Skin Horse also eschews many standard book elements, doing without the typical front-matter of title page, publisher info, table of contents, and acknowledgements. These come at the end, after the reader has finished tunneling their way through the many landscapes, characters and voices Cronk creates.
After reading Skin Horse repeatedly, both in order and out, after keeping it close and opening to random pages to delight in the costumed creatures and their colloquial blurts, it seemed not only easiest but necessary to use Olivia Cronk’s own words rather than analyze, describe, or praise her poetry. The more I tried, the more I realized my words were too ungainly to do the job.
Regarding Skin Horse,*
I think you will find it does not drip right. It slips so nicely in. A mirrory pink locket all broke open to unfold the awkward beast. Then I am in the room against hot horse curtains and it is knees up to keep dry.
We may see the air go hard in the broken language of this place. It will rain rats and I am no longer interested in the deal. I have had a hand in it. I am soon to be torn. Today we take the air.
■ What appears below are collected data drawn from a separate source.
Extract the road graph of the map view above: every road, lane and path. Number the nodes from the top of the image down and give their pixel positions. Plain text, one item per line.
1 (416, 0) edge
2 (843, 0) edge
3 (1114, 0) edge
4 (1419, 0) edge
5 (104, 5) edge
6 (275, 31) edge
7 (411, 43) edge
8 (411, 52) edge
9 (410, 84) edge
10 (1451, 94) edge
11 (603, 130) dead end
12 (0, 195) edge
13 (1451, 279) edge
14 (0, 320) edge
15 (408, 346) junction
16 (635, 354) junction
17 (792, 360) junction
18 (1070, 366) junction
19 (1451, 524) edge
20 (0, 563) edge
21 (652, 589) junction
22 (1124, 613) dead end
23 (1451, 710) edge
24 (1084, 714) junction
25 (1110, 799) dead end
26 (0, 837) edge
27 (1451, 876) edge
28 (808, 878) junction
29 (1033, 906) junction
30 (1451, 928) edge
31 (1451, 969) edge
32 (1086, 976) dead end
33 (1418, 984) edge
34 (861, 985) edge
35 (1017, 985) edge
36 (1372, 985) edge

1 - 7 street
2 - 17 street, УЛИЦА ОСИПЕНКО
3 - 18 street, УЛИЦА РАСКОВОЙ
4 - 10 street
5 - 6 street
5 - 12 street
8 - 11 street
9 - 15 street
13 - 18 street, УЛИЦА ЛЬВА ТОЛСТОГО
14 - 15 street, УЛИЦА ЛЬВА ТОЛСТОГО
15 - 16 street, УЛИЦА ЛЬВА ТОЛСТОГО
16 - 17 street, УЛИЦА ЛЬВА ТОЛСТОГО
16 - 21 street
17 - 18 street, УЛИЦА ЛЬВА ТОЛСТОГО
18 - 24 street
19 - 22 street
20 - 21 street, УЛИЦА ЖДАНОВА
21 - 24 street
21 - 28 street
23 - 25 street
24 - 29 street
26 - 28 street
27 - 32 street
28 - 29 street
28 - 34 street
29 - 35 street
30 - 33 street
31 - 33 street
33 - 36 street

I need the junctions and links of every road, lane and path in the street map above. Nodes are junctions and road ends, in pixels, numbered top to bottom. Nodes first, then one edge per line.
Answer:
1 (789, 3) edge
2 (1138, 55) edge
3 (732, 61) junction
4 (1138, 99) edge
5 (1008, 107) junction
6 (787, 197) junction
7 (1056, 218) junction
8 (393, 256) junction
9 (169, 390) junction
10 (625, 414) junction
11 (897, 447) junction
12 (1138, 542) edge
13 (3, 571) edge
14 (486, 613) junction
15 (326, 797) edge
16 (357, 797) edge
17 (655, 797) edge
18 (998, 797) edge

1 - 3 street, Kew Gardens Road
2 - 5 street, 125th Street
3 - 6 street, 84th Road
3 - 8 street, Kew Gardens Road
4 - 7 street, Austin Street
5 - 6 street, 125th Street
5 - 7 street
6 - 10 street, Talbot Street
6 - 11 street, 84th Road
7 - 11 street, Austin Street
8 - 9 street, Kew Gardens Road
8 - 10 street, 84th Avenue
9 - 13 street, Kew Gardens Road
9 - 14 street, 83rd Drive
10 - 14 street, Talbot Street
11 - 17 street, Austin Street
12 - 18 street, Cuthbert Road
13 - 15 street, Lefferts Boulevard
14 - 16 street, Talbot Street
Am I hearing you right? Talk about weeds—milky and luxurious and moving up the cement.
There is one dark hair in the bathwater. There is in the bathwater one hair. I hear it turn to fire. And crackles a little sapphire on sister’s collar. The dropping never stops.
This is Real. This is all in. I am not nervous from here, no, my man, I am not even a mouse’s gape. I’ve got all night for this shit.
*all that follows is taken from Skin Horse, via the “flip to a random page and see what delights you find there, repeat” method. What appears here is just one of many possible results, though I suspect any achieved via this method would be equally accurate and enjoyable.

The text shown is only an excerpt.